Task goal: Transcribe exactly the lines from the one holding "ring pip: (640, 219)" through the closing line of the entries below. Pictures stay out of the copy.

Material shown:
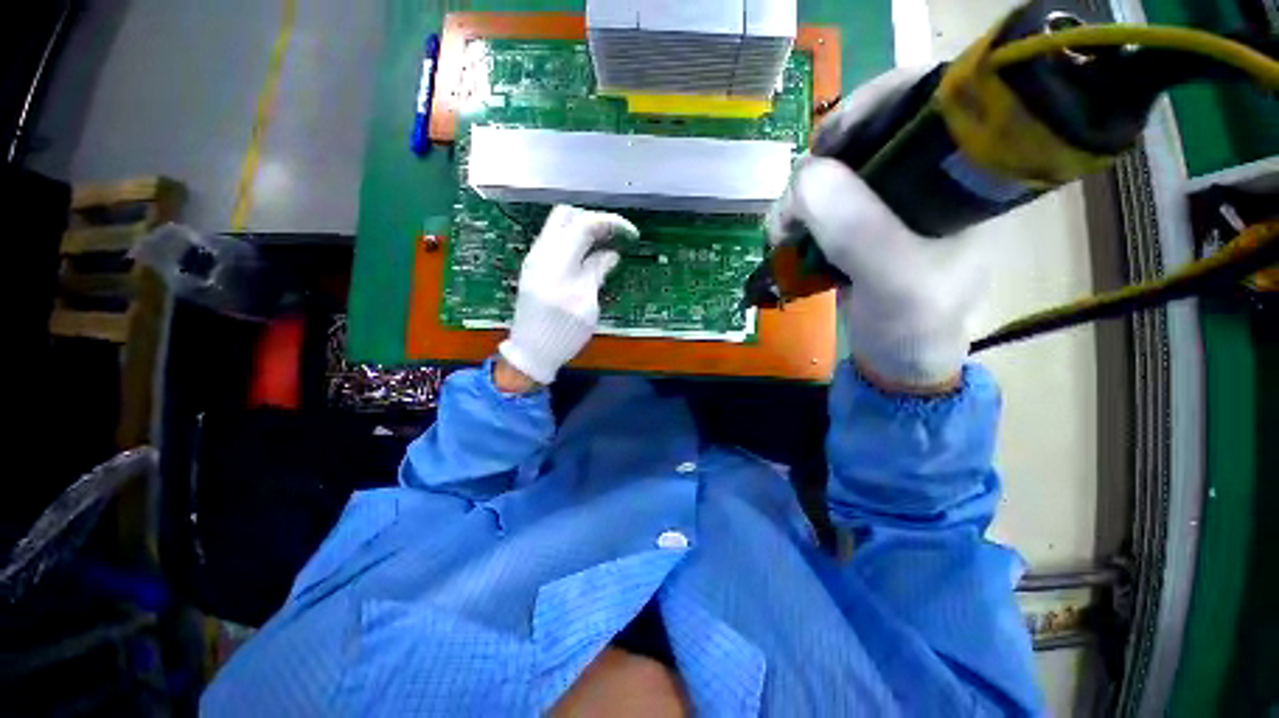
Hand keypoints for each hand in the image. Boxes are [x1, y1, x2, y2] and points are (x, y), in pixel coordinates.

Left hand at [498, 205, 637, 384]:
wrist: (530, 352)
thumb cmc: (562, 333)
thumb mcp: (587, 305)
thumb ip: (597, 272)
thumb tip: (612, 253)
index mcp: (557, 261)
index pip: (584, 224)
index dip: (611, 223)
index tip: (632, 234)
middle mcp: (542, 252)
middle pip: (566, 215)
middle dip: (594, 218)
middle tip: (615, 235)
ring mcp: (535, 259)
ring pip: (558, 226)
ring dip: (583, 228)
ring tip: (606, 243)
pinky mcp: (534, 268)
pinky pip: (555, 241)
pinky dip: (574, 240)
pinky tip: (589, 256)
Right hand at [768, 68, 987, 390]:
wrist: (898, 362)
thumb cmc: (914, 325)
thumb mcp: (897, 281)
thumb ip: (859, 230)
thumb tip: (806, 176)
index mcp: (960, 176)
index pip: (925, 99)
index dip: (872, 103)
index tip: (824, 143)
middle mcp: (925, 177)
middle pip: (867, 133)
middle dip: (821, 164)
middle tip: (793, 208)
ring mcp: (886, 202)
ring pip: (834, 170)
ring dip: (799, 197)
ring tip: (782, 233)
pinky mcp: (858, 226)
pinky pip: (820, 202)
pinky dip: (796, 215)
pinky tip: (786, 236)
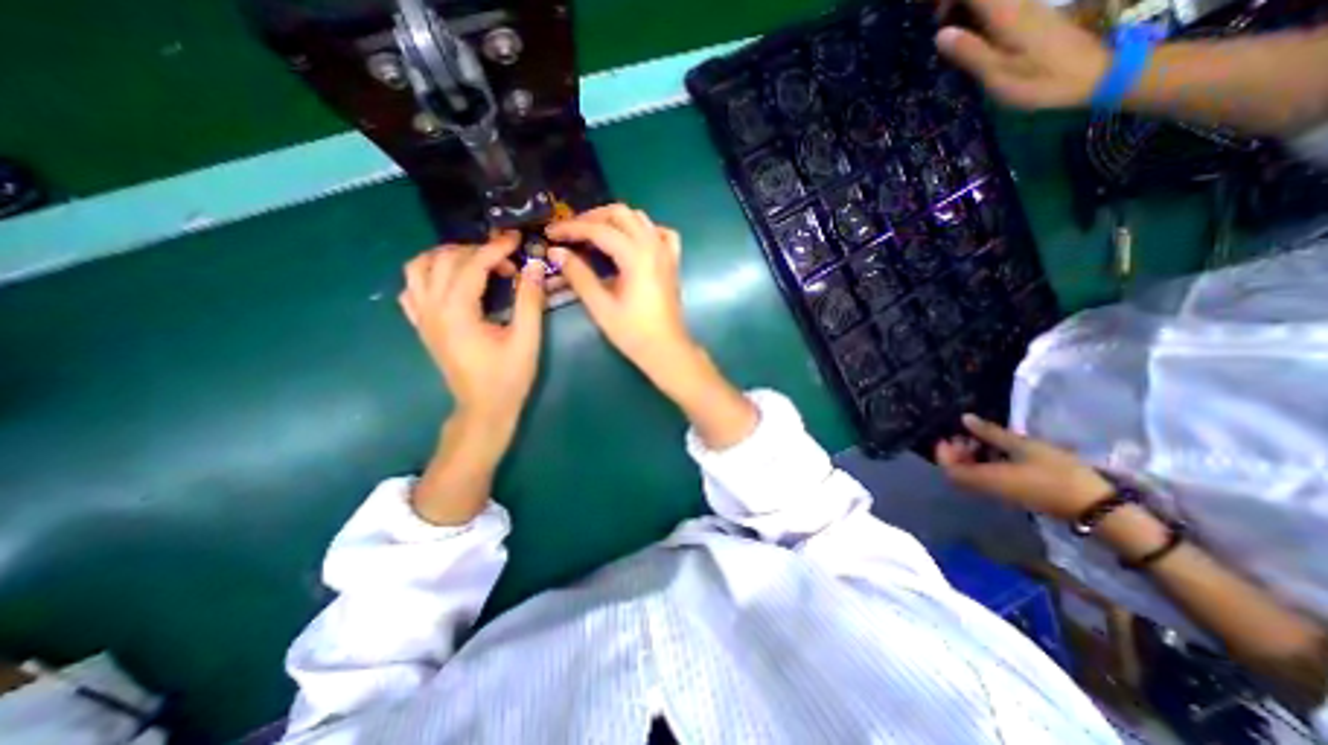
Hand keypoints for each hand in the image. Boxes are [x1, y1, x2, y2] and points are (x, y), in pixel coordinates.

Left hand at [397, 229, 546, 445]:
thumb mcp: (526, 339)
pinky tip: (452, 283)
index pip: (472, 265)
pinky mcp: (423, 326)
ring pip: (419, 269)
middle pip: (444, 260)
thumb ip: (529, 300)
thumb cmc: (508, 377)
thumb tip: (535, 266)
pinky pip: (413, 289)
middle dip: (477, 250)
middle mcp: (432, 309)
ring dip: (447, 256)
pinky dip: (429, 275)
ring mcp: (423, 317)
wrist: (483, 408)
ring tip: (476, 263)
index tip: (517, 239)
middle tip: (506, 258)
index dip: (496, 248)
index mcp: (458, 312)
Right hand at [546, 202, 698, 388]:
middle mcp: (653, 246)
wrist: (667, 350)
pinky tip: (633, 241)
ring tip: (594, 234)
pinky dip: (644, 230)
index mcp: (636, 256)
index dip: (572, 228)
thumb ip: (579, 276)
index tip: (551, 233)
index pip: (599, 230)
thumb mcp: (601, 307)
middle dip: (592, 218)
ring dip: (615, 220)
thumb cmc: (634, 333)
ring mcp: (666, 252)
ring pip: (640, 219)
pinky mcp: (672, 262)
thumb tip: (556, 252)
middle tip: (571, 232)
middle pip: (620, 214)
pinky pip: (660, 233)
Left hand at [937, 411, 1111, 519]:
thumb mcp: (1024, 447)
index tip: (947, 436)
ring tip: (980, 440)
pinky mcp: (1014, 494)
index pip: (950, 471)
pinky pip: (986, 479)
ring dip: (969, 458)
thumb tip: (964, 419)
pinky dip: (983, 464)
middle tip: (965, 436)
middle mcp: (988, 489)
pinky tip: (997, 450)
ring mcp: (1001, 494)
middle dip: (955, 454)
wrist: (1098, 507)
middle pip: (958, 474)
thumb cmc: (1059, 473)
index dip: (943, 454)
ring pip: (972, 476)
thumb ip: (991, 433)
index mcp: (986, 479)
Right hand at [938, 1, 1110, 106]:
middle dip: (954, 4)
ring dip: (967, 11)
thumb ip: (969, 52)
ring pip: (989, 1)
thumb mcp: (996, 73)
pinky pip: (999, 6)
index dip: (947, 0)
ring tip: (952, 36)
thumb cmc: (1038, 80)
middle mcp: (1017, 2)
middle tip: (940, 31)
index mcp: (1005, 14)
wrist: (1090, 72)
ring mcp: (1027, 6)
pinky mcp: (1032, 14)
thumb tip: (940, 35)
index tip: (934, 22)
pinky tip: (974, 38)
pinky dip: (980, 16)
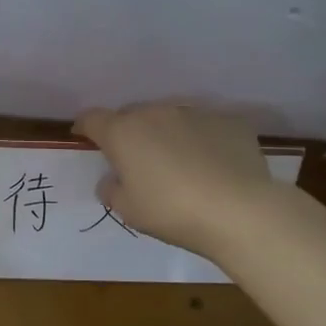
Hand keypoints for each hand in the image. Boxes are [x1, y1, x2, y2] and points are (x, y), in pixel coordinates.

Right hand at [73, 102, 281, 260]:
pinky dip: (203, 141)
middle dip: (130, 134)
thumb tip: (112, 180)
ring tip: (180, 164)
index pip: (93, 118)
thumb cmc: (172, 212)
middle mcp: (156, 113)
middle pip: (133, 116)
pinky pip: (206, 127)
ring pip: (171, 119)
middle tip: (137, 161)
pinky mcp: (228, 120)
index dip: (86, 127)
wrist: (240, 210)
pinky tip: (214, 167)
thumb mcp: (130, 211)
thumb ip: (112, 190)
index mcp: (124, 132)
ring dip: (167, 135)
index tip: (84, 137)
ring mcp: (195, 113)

Written solution:
ring pip: (640, 219)
pinky mcp: (672, 262)
thumb tip: (556, 252)
middle tip: (571, 232)
middle pip: (620, 214)
pinky pip: (660, 233)
Left hand at [937, 411, 1111, 519]:
thumb mcp: (1024, 447)
index tip: (947, 436)
ring tip: (980, 440)
pinky mcp: (1014, 494)
index pip: (950, 471)
pinky pip: (986, 479)
ring dip: (969, 458)
thumb tip: (964, 419)
pinky dip: (983, 464)
middle tip: (965, 436)
middle mcp: (988, 489)
pinky tip: (997, 450)
ring mcp: (1001, 494)
middle dip: (955, 454)
wrist: (1098, 507)
middle pip: (958, 474)
thumb cmc: (1059, 473)
index dip: (943, 454)
ring pip: (972, 476)
thumb ip: (991, 433)
index mcp: (986, 479)
Right hand at [938, 1, 1110, 106]:
middle dip: (954, 4)
ring dip: (967, 11)
thumb ip: (969, 52)
ring pip: (989, 1)
thumb mcp: (996, 73)
pinky pip: (999, 6)
index dip: (947, 0)
ring tip: (952, 36)
thumb cmc: (1038, 80)
middle mcp: (1017, 2)
middle tip: (940, 31)
index mcp: (1005, 14)
wrist: (1090, 72)
ring mcp: (1027, 6)
pinky mcp: (1032, 14)
thumb tip: (940, 35)
index tip: (934, 22)
pinky tip: (974, 38)
pinky dip: (980, 16)
Hand keypoints for each hand in the image. Boxes are [x1, y1, x2, y2] and points are (x, y), in pixel coordinates.

Right hand at [73, 102, 281, 260]:
pinky dip: (203, 141)
middle dip: (130, 134)
thumb tip: (112, 180)
ring tip: (180, 164)
index pip: (93, 118)
thumb cmc: (172, 212)
middle mcp: (156, 113)
middle pip: (133, 116)
pinky pip: (206, 127)
ring pip: (171, 119)
middle tip: (137, 161)
pinky mcp: (228, 120)
index dip: (86, 127)
wrist: (240, 210)
pinky tip: (214, 167)
thumb mcp: (130, 211)
thumb ip: (112, 190)
index mcp: (124, 132)
ring dip: (167, 135)
index tip: (84, 137)
ring mcp: (195, 113)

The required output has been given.